Произнеся вслух то, о чем я и так думала каждый день, Витька через секунду горько пожалел об этом: успокоить «Буратинку деревянную» ему удалось не скоро. Особенно зацепило почему-то злосчастное яблоко, которое этот нехороший человек спокойно лопал, созерцая мою нескладность и неумелость в целом. Когда закончились и его огромный носовой платок, и большая часть махрового полотенца, а поток моих бессвязных сетований и слез почти иссяк, Ковбой принес мне, громко и горестно икающей, воды в большой кружке, задумчиво прошелся по манежу (аккомпанементом ему было клацанье моих зубов о фаянс), еще раз окинул меня оценивающим взглядом и вдруг предложил заняться жонглированием.
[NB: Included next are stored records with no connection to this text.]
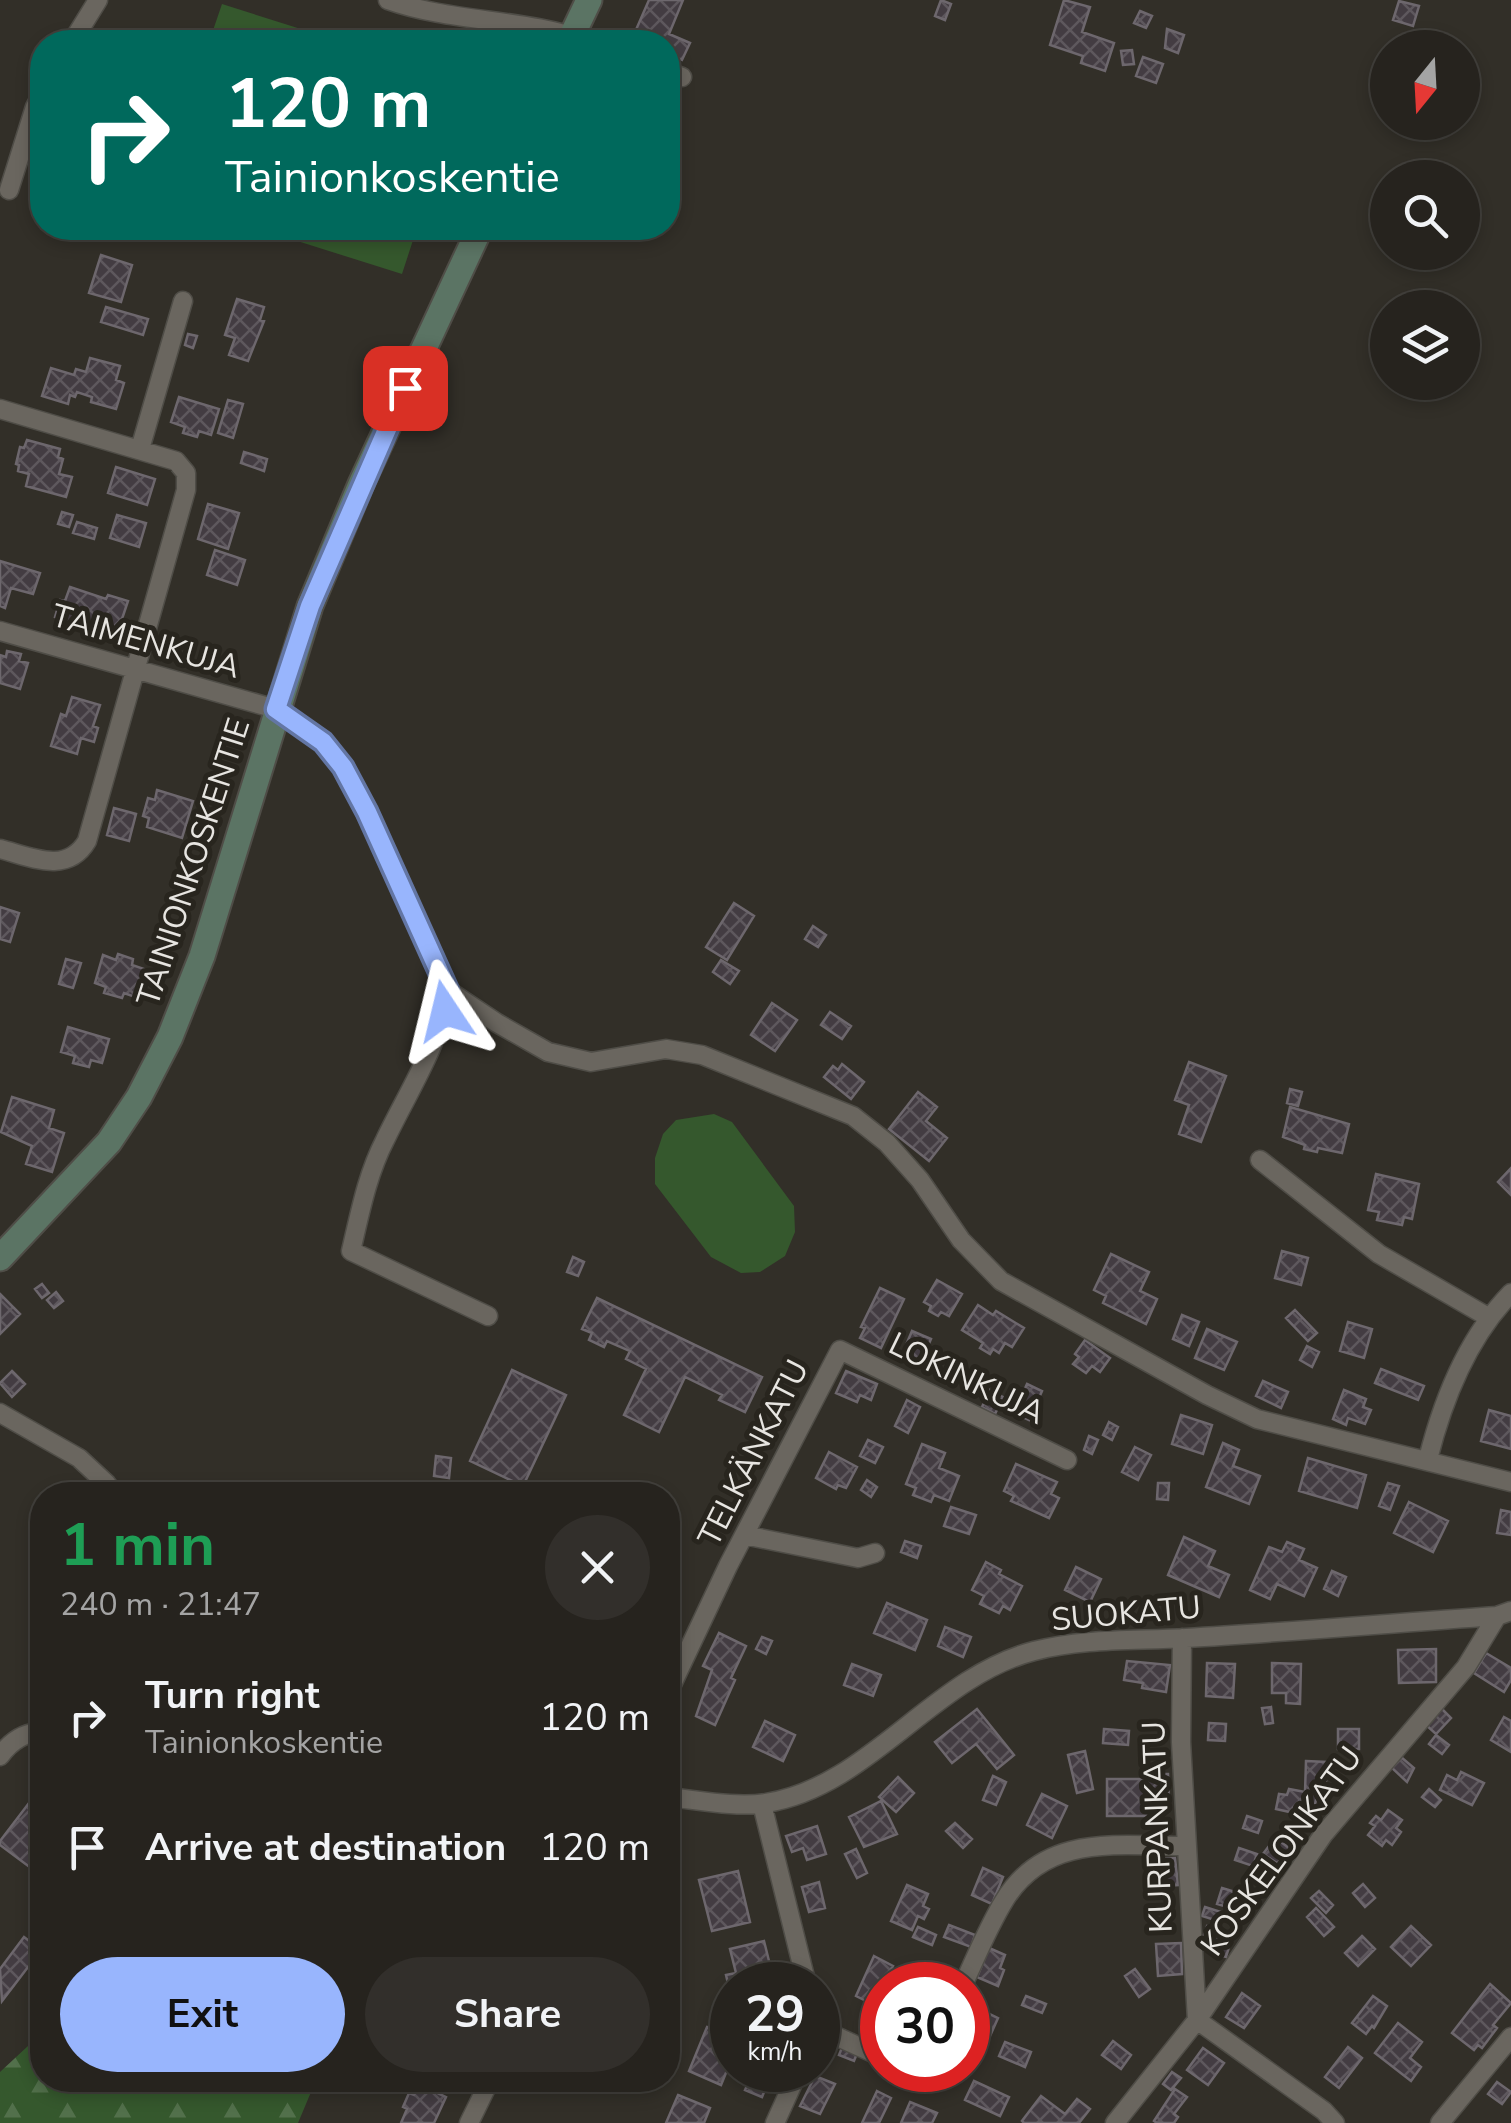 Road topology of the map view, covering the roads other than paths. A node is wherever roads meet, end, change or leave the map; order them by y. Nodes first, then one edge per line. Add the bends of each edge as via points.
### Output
1 (98, 0) edge
2 (388, 0) edge
3 (589, 0) edge
4 (79, 30) edge
5 (522, 30) edge
6 (580, 30) edge
7 (30, 123) edge
8 (9, 190) dead end
9 (474, 240) edge
10 (183, 301) dead end
11 (0, 409) edge
12 (140, 448) junction
13 (0, 631) edge
14 (135, 669) junction
15 (276, 709) junction
16 (0, 849) edge
17 (448, 991) junction
18 (1260, 1160) dead end
19 (0, 1258) edge
20 (1511, 1293) edge
21 (488, 1316) dead end
22 (1488, 1317) junction
23 (840, 1350) joint
24 (0, 1413) edge
25 (1428, 1459) junction
26 (1067, 1460) dead end
27 (105, 1482) edge
28 (1511, 1482) edge
29 (744, 1535) junction
30 (875, 1553) dead end
31 (1504, 1614) edge
32 (1182, 1638) junction
33 (680, 1668) edge
34 (30, 1732) edge
35 (0, 1756) edge
36 (680, 1798) edge
37 (762, 1804) junction
38 (1186, 1846) junction
39 (801, 1962) edge
40 (974, 1962) edge
41 (1196, 2020) junction
42 (1511, 2037) edge
43 (484, 2092) edge
44 (789, 2092) edge
45 (470, 2123) edge
46 (775, 2123) edge
47 (1115, 2123) edge
48 (1334, 2123) edge
49 (1440, 2123) edge

1 - 4 street
2 - 5 street
3 - 6 street
7 - 8 street
9 - 15 street, TAINIONKOSKENTIE via 361,484
10 - 12 street
11 - 12 street
12 - 14 street via 176,461 186,473 186,490
13 - 14 street, TAIMENKUJA
14 - 15 street, TAIMENKUJA
14 - 16 street via 79,854 64,862
15 - 17 street, TAIMENKUJA via 323,742 343,767
15 - 19 street, TAINIONKOSKENTIE via 202,956 170,1038 109,1142
17 - 21 street via 430,1056 374,1165 351,1252
17 - 25 street via 548,1052 591,1062 666,1048 702,1055 853,1116 888,1142 960,1240 1002,1282 1257,1419
18 - 22 street via 1379,1254
20 - 22 street
22 - 25 street via 1450,1391
23 - 26 street, LOKINKUJA
23 - 29 street, TELKÄNKATU
24 - 27 street via 78,1458
25 - 28 street
29 - 30 street via 858,1558
29 - 33 street, TELKÄNKATU
31 - 32 street, SUOKATU
31 - 41 street, KOSKELONKATU via 1323,1834
32 - 37 street, SUOKATU via 1096,1641 990,1666 840,1773 800,1795
32 - 38 street, KURPANKATU
34 - 35 street
36 - 37 street, SUOKATU
37 - 39 street
38 - 40 street via 1080,1847 1046,1858 1004,1900
38 - 41 street, KURPANKATU
41 - 47 street, KOSKELONKATU
41 - 48 street
42 - 49 street
43 - 45 street
44 - 46 street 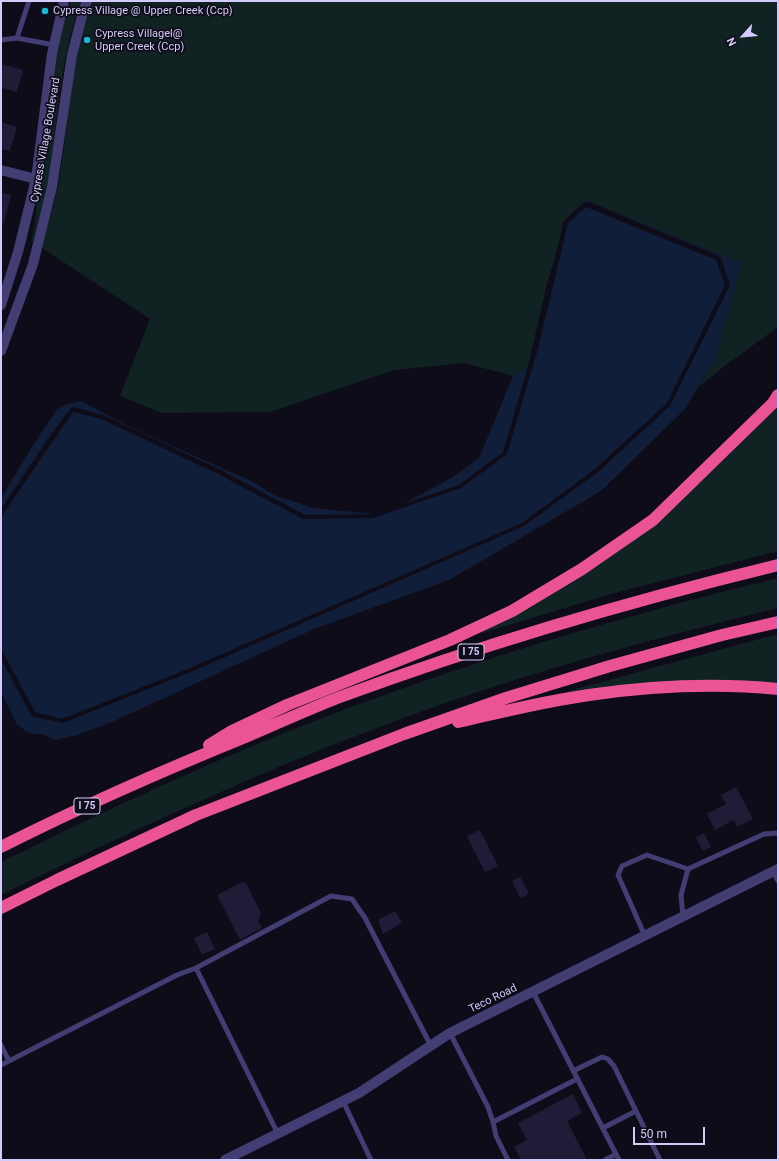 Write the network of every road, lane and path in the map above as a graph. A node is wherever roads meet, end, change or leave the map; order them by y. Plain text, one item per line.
1 (29, 1) edge
2 (64, 1) edge
3 (87, 1) edge
4 (17, 38) junction
5 (1, 40) edge
6 (54, 45) junction
7 (1, 170) edge
8 (36, 178) junction
9 (1, 305) edge
10 (1, 351) edge
11 (778, 395) edge
12 (778, 565) edge
13 (778, 622) edge
14 (778, 689) edge
15 (404, 734) junction
16 (173, 766) junction
17 (778, 833) edge
18 (1, 847) edge
19 (688, 869) junction
20 (776, 871) edge
21 (778, 881) edge
22 (1, 908) edge
23 (683, 917) junction
24 (645, 936) junction
25 (196, 968) junction
26 (533, 992) junction
27 (450, 1034) junction
28 (1, 1045) edge
29 (431, 1046) junction
30 (9, 1061) junction
31 (1, 1065) edge
32 (573, 1071) junction
33 (577, 1079) junction
34 (343, 1101) junction
35 (636, 1111) junction
36 (493, 1122) junction
37 (603, 1128) junction
38 (278, 1134) junction
39 (616, 1154) junction
40 (225, 1160) edge
41 (370, 1160) edge
42 (508, 1160) edge
43 (605, 1160) edge
44 (619, 1160) edge
45 (660, 1160) edge

1 - 4 lane
2 - 6 street, Cypress Village Boulevard
3 - 10 street, Cypress Village Boulevard
4 - 5 lane
4 - 6 lane
6 - 8 street, Cypress Village Boulevard
7 - 8 street
8 - 9 street, Cypress Village Boulevard
11 - 16 highway
12 - 16 highway, I 75
13 - 15 highway
14 - 15 highway
15 - 22 highway
16 - 18 highway, I 75
17 - 19 lane
19 - 23 lane
19 - 24 lane
20 - 21 lane
20 - 23 street, Teco Road
23 - 24 street, Teco Road
24 - 26 street, Teco Road
25 - 29 lane
25 - 30 lane
25 - 38 lane
26 - 27 street, Teco Road
26 - 32 lane
27 - 29 street, Teco Road
27 - 36 lane
28 - 30 lane
29 - 34 street, Teco Road
30 - 31 lane
32 - 33 lane
32 - 35 lane
33 - 36 lane
33 - 37 lane
34 - 38 street, Teco Road
34 - 41 lane
35 - 37 lane
35 - 45 lane
36 - 42 lane
37 - 39 lane
38 - 40 street, Teco Road
39 - 43 lane
39 - 44 lane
Тут же вынул из своего пакета еще три яблока и по кругу непринужденным каскадом запустил их в воздух, ловко ловя одной рукой. Никогда не видевшая вблизи работу жонглера (мы как раз ожидали прибытия в труппу артиста этого жанра), я согласилась попробовать. Просто от отчаяния и из страха, что природа выспалась на мне от души, что Дух цирка, разглядев мою полную непригодность к манежу, отторгнет нелепую и бесталанную дочь блестящей артистки, моей мамы. Добрые мои опекуны, следившие за бытом и здоровьем «нашей девочки», абсолютно не задумывались о том, что я буду делать дальше. Хотела уехать с цирком – уехала, хотела работать в манеже – работаешь. Все любят, все заботятся – хорошо же? А дальше видно будет.
Уже прожившие свои прекрасные и долгие артистические жизни, осчастливленные этими жизнями и искалеченные (Барский – в самом прямом смысле), они не воспринимали целых два месяца моей цирковой биографии даже как мало-мальски серьезный срок (и были абсолютно правы, конечно). Но я-то мечтала о будущих аплодисментах и цветах, о том, как выйду в парад-алле вместе с другими артистами, о том, как будет гордиться мной мамочка…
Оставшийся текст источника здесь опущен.